Your assignment ::
Your answer should hold only the lines from the one with "middle tip: (769, 345)" through the end of the listing below, each retyped exactly.

Given records ::
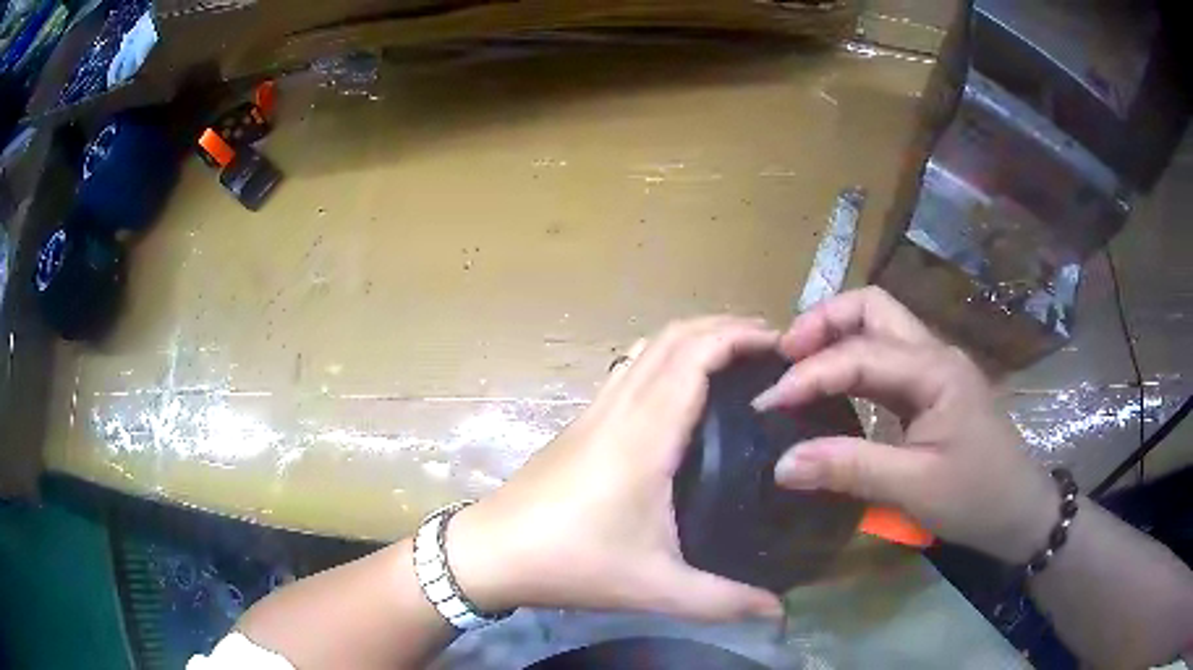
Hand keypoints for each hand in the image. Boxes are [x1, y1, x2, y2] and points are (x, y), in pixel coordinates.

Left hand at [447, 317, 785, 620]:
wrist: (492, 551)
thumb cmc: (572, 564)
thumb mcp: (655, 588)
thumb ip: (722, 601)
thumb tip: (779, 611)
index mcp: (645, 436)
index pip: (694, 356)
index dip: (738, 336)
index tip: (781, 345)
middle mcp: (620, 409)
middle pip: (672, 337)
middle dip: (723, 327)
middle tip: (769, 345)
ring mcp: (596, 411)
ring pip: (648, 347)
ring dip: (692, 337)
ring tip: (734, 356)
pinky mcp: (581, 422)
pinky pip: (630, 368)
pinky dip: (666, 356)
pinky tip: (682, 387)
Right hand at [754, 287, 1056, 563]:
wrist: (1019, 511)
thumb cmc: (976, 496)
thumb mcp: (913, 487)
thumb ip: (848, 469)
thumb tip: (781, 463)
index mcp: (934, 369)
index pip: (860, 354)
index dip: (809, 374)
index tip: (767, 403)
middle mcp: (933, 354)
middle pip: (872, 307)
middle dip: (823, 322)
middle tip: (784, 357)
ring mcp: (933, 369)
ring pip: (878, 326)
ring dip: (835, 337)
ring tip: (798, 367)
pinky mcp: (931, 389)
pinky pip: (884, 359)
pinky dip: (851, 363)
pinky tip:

Expected output ::
middle tip: (769, 345)
ring mcp: (596, 411)
ring pip: (648, 347)
ring dip: (692, 337)
ring tip: (734, 356)
pinky mcp: (581, 422)
pinky pip: (630, 368)
pinky dip: (666, 356)
pinky tip: (682, 387)
Right hand at [754, 287, 1056, 563]:
wrist: (1019, 511)
thumb cmc: (976, 496)
thumb mcp: (913, 487)
thumb ip: (848, 469)
thumb tip: (781, 463)
index mcp: (934, 369)
index pip: (860, 354)
index dip: (809, 374)
index tip: (767, 403)
middle mcp: (933, 354)
middle pip: (872, 307)
middle dip: (823, 322)
middle tip: (784, 357)
ring mcp: (933, 369)
ring pip: (878, 326)
ring dip: (835, 337)
ring tip: (798, 367)
pinky mcp: (931, 389)
pinky pip: (884, 359)
pinky dip: (851, 363)
pinky tip:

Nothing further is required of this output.